What to do> Nothing outside the range below should be printed. Output exactly the lines from the line with "index tip: (262, 236)" to the line with "pinky tip: (465, 249)", both included.

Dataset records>
####################

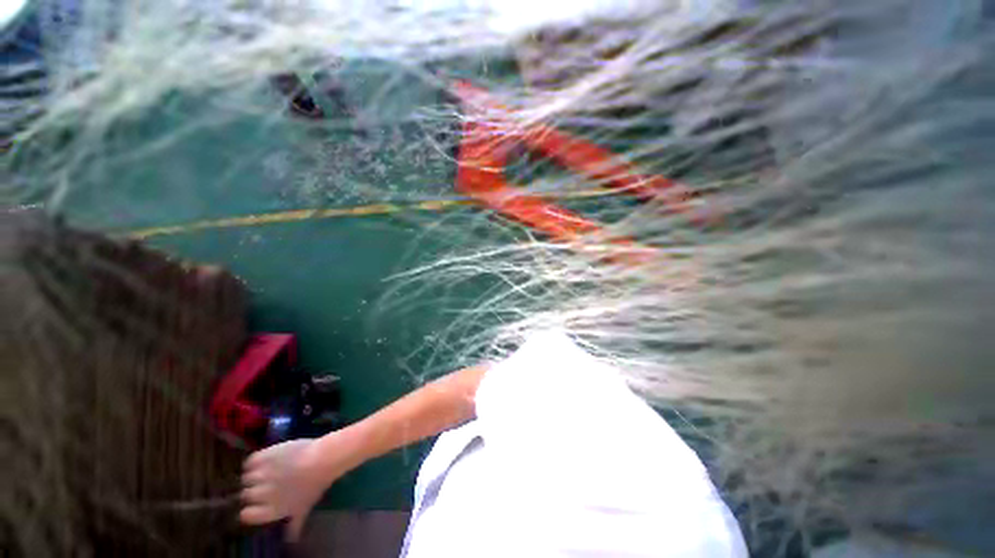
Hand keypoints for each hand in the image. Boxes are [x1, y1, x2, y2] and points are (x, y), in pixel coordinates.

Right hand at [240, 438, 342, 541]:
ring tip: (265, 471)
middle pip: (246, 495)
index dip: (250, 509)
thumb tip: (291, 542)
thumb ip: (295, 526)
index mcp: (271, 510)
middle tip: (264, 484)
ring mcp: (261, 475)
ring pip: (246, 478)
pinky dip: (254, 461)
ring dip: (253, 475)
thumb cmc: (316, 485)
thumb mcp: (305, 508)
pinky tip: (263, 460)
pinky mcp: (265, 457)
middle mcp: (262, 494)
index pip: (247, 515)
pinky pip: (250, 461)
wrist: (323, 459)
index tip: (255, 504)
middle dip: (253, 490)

####################

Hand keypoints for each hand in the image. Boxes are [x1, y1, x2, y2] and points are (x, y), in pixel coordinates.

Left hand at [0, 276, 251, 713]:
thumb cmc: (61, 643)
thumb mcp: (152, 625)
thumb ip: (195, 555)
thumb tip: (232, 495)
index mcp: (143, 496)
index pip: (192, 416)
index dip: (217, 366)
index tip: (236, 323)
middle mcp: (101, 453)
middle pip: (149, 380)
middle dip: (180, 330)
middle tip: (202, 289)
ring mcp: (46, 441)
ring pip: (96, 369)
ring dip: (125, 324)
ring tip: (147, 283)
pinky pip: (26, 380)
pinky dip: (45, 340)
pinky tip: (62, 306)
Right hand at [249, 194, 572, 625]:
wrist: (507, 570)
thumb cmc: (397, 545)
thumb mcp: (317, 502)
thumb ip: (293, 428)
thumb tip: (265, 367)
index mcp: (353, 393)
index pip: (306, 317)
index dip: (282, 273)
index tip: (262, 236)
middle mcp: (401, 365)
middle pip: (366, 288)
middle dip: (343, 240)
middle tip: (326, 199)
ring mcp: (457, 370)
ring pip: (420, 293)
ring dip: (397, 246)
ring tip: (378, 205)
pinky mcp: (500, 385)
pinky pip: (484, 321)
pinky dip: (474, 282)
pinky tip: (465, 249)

####################

Solution to this task>
index tip: (262, 236)
middle mcp: (401, 365)
middle pip: (366, 288)
middle dip: (343, 240)
middle tip: (326, 199)
ring mcp: (457, 370)
ring pip: (420, 293)
ring dip: (397, 246)
ring tip: (378, 205)
pinky mcp: (500, 385)
pinky pip: (484, 321)
pinky dip: (474, 282)
pinky tip: (465, 249)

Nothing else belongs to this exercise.